FinTechのBilt、Cardlessと提携しクレジットカード事業を再編、年会費カードや住宅支払い対応も拡大

家賃支払い特化型クレジットカードで注目されてきたBilt Technologiesは、米Cardlessとの新たな提携を発表し、これまでのWells Fargoとの関係を解消し2026年2月からカード発行体を切り替えると発表しました。2025年2月には、年会費無料の現行カードに加えて年会費95ドル・495ドルの2種類の有料カードを加え、カードラインナップを3つに拡大する計画です。詳細な特典や還元設計については今秋に発表予定としています。

 

Biltはもともと賃貸住宅の家賃支払いをカードで行い、ポイントを獲得できるユニークな仕組みを提供してきました。従来、賃貸物件ではカード決済に伴う手数料負担から、家賃をカードで支払う文化が根付いていませんでしたが、Biltはこの課題にアプローチし、家賃だけでなくコーヒーなどの少額決済を加えることでポイント獲得条件を満たせる工夫をしてきました。

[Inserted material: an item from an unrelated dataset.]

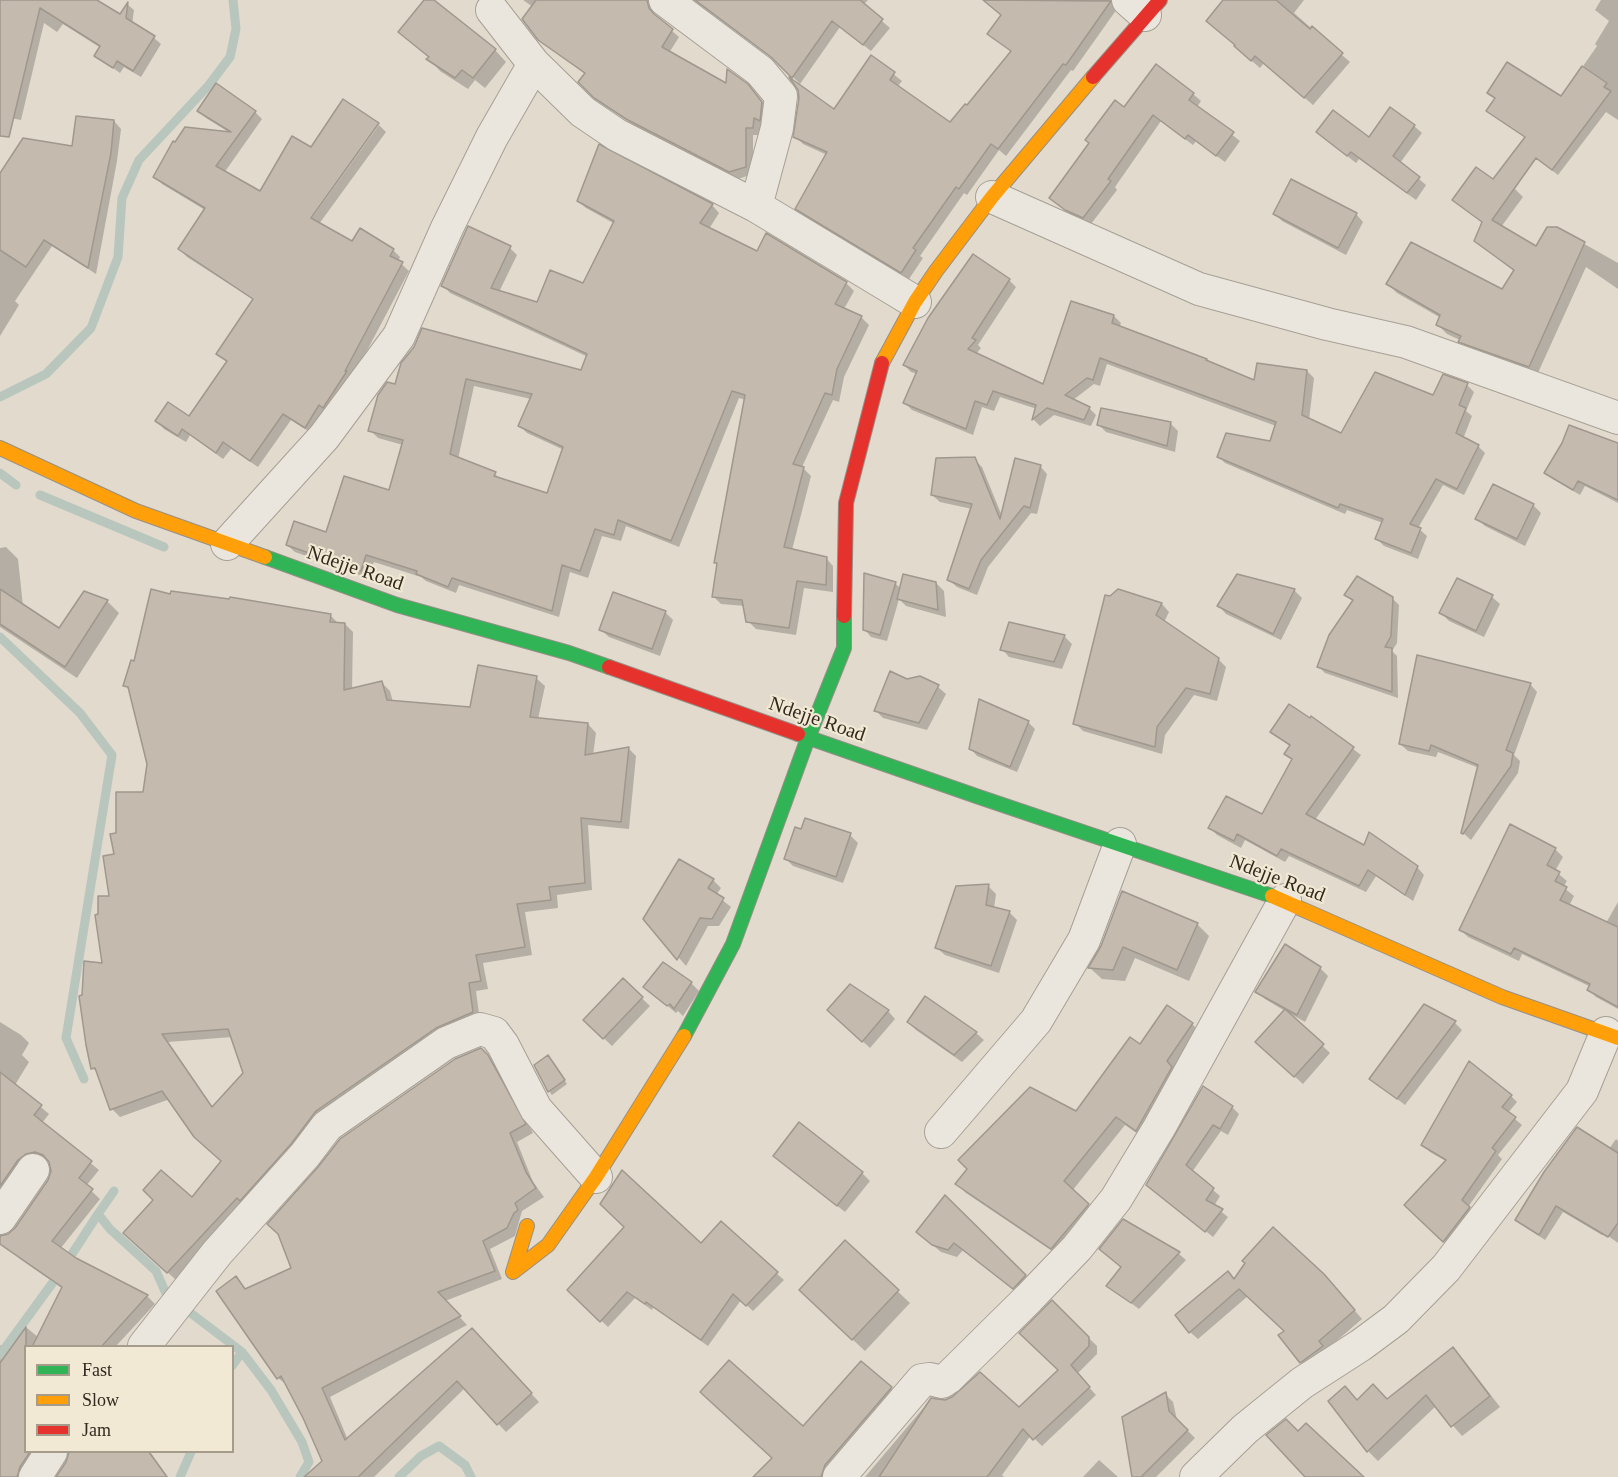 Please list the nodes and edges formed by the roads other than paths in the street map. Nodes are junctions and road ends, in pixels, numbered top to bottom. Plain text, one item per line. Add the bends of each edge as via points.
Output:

一方、Wells Fargo側では予想以上に「家賃支払い中心」でカード利用が偏ったことで、銀行側の収益が圧迫され、毎月最大1,000万ドルの赤字を計上する事態となりました。当初想定ではカード決済の65%が家賃以外になる見通しでしたが、実際は35%にとどまったといいます。この損失を背景にWells Fargoは契約を2029年より3年前倒しで終了する決断を下しました。

 

Biltは今後、Cardlessとともに新しいカード設計に舵を切り、「住宅ローン」「学生寮」「分譲マンションの管理費」など家賃以外の住宅関連決済や、より幅広い利用・残高回転を促す戦略へと拡大します。今後は年会費495ドルのハイエンドカードも導入し、ポイントの旅行パートナーやギフトカード、Lyft決済など交換先の充実化や特典内容の差別化を図ります。競合他社もプレミアムカードの年会費を引き上げる中、Biltは「財布のメインカード化」や利用シーン拡大を目指します。Biltの時価総額は資金調達で107億5,000万ドルに達し、米国の賃貸住宅の25%、4万の加盟店で利用可能。元American Express CEOのKen Chenault氏やNFLコミッショナーのRoger Goodell氏も取締役として参画しており、今後の成長と新カード施策に注目が集まります。

 

Biltについて
Bilt Technologiesは、家賃支払い特化型クレジットカードを基軸に、賃貸・住宅・学生寮など多様な支払いに対応するFinTechスタートアップです。ポイント還元と提携特典、柔軟な決済機能で差別化を図り、米国住宅市場を中心に事業を拡大中。米ニューヨーク本社で、著名投資家や業界リーダーが支援しています。